Abstract
Michel Gondry and Charlie Kaufman’s 2004 Eternal Sunshine of the Spotless Mind, which celebrated its fifteenth anniversary in 2019, is an extended thought experiment on the nature of memory, minds, and persons. The memory erasure thought experiment presented in the film—and its implications for personal identity—raises poignant questions for the ethicist, epistemologist, neuroscientist, metaphysician, and cognitive scientist. In this paper, I explore the rich insights the film has to offer interdisciplinary studies of memory, providing a case study in how narrative can uniquely contribute to memory research, while also maintaining philosophical rigor and fidelity to scientific discoveries about memory.

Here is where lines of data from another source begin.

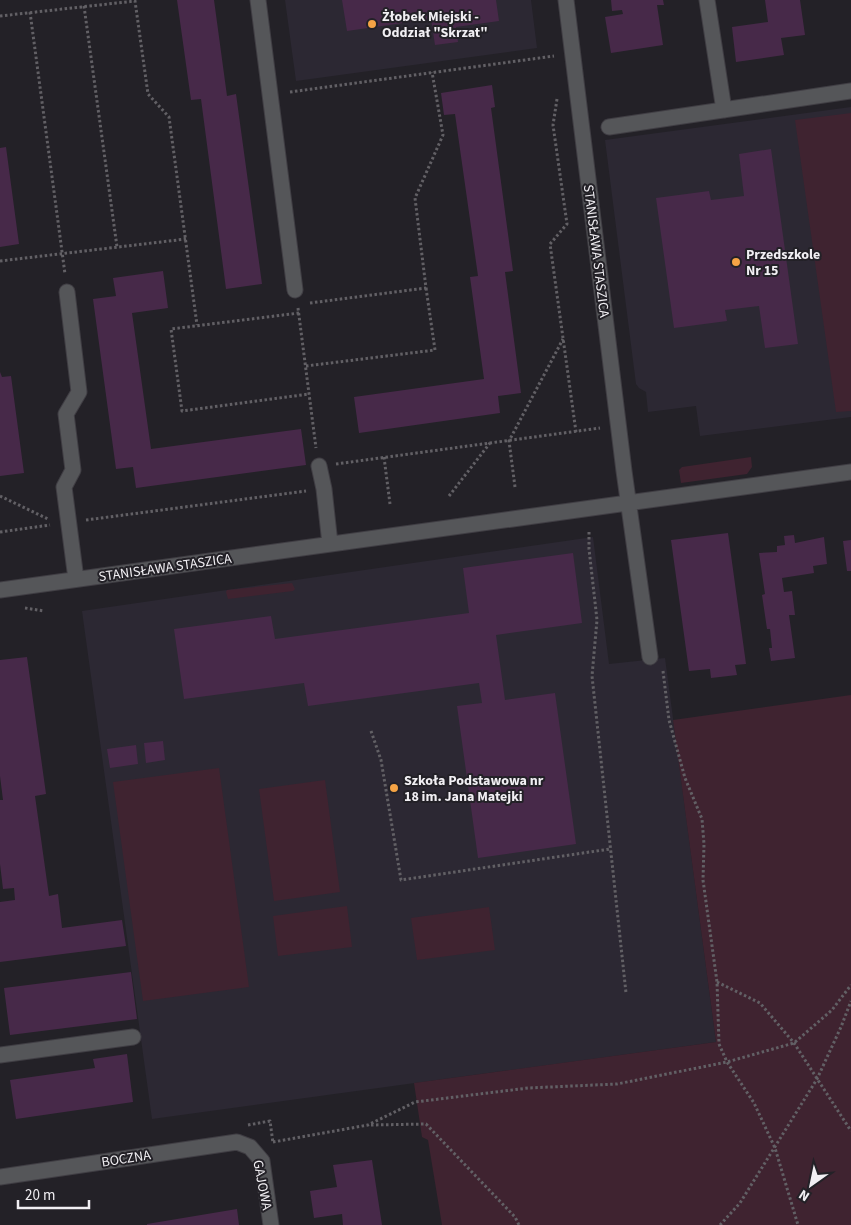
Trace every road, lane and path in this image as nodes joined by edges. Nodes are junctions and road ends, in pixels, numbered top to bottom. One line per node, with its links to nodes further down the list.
1 (258, 0): 19 (street)
2 (566, 0): 39 (street, STANISŁAWA STASZICA)
3 (707, 0): 12 (street)
4 (84, 6): 5 (path); 14 (path); 15 (path)
5 (30, 12): 6 (path); 16 (path)
6 (0, 16)
7 (555, 65): 8 (path)
8 (432, 72): 10 (path); 18 (path)
9 (851, 91): 12 (street)
10 (286, 92)
11 (559, 92): 25 (path)
12 (724, 110): 13 (street)
13 (609, 127)
14 (186, 239): 15 (path); 24 (path)
15 (117, 247): 16 (path)
16 (62, 254): 17 (path); 20 (path)
17 (0, 261)
18 (426, 288): 21 (path); 26 (path)
19 (295, 290)
20 (67, 292): 41 (street)
21 (308, 304)
22 (293, 306): 23 (path)
23 (299, 313): 24 (path); 26 (path)
24 (198, 325): 27 (path)
25 (563, 339): 29 (path); 30 (path)
26 (306, 366): 27 (path)
27 (309, 394): 33 (path)
28 (601, 428): 29 (path)
29 (576, 432): 30 (path)
30 (509, 440): 31 (path); 35 (path)
31 (490, 443): 32 (path); 38 (path)
32 (384, 457): 33 (path); 40 (path)
33 (319, 466): 36 (street)
34 (851, 472): 39 (street, STANISŁAWA STASZICA)
35 (515, 487)
36 (324, 489): 41 (path); 44 (street)
37 (0, 496): 42 (path)
38 (449, 496)
39 (629, 502): 44 (street, STANISŁAWA STASZICA); 47 (street)
40 (390, 504)
41 (69, 522): 45 (street)
42 (0, 532)
43 (589, 532): 49 (path)
44 (330, 544): 45 (street, STANISŁAWA STASZICA)
45 (76, 580): 46 (street, STANISŁAWA STASZICA)
46 (0, 590)
47 (649, 653): 50 (path)
48 (371, 731): 49 (path)
49 (610, 849): 52 (path)
50 (717, 982): 55 (path); 57 (path)
51 (851, 985): 55 (path)
52 (626, 992)
53 (851, 1001): 58 (path)
54 (134, 1037): 56 (street)
55 (794, 1043): 57 (path); 58 (path)
56 (0, 1055)
57 (726, 1062): 59 (path); 63 (path)
58 (817, 1079): 60 (path); 63 (path)
59 (368, 1125): 61 (path); 66 (path)
60 (851, 1132)
61 (273, 1142)
62 (250, 1147): 64 (street, BOCZNA); 65 (street, GAJOWA)
63 (775, 1148): 67 (path); 68 (path)
64 (0, 1177)
65 (271, 1225)
66 (518, 1225)
67 (720, 1225)
68 (798, 1225)

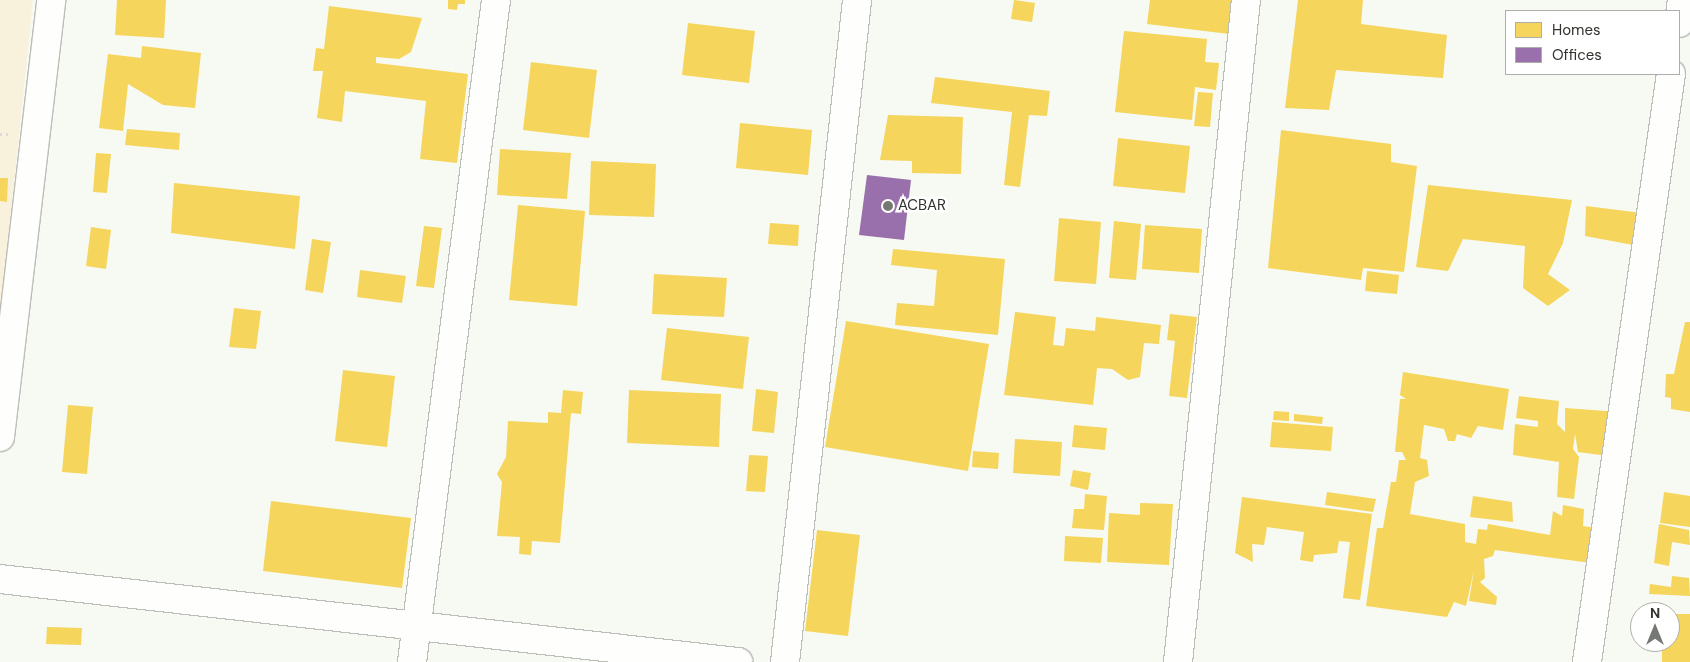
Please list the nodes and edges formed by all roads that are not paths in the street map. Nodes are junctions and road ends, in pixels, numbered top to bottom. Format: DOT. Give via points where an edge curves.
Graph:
graph roads {
  1 [pos="51,0"];
  2 [pos="496,0"];
  3 [pos="857,0"];
  4 [pos="1246,0"];
  5 [pos="1682,0"];
  6 [pos="1680,15"];
  7 [pos="1671,75"];
  8 [pos="0,438"];
  9 [pos="0,579"];
  10 [pos="416,625"];
  11 [pos="412,662"];
  12 [pos="738,662"];
  13 [pos="785,662"];
  14 [pos="1178,662"];
  15 [pos="1587,662"];
  1 -- 8 [label="street"];
  2 -- 10 [label="street"];
  3 -- 13 [label="street"];
  4 -- 14 [label="street"];
  5 -- 6 [label="street"];
  7 -- 15 [label="street"];
  9 -- 10 [label="street"];
  10 -- 11 [label="street"];
  10 -- 12 [label="street"];
}
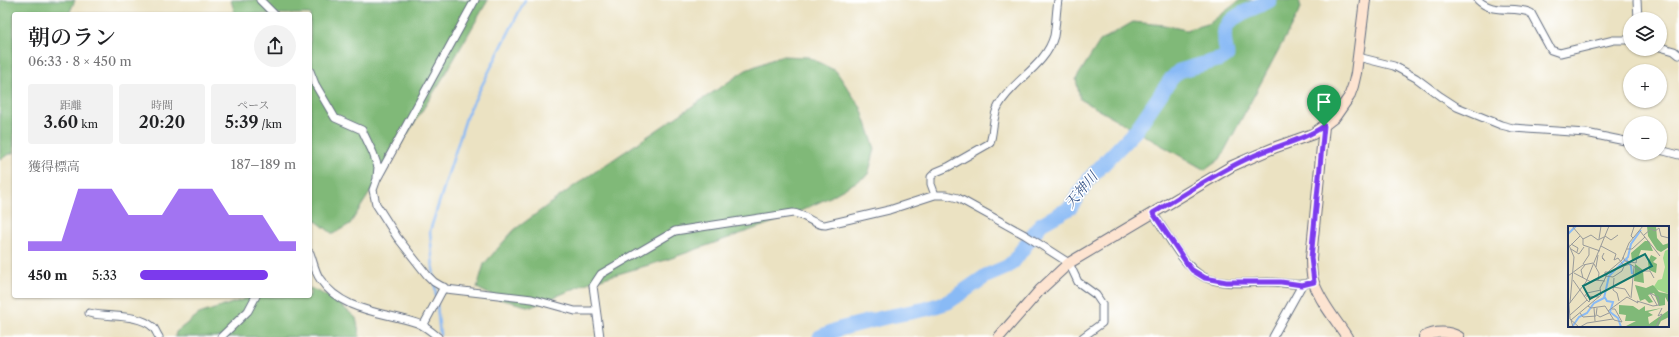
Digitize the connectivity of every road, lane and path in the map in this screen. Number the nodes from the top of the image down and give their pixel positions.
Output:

Turning to the philosophical implications of memory erasure, I consider memory erasure in the context of several leading views of personal identity and proposed answers to the persistence question of personal identity, assessing the challenges and complications that the memory erasure thought experiment brought to life by Eternal Sunshine poses to these theories. I argue that the psychological continuity view of personal identity—in its various iterations—does not allow an individual to truly survive the memory erasure procedure. The memory erasure thought experiment presented in Eternal Sunshine—and its metaphysical and epistemological consequences—reveal how we establish the relationship between memories and
selfhood, how to define personhood in the presence of both hypothetical and real-world memory loss, and what experiences we value in human life.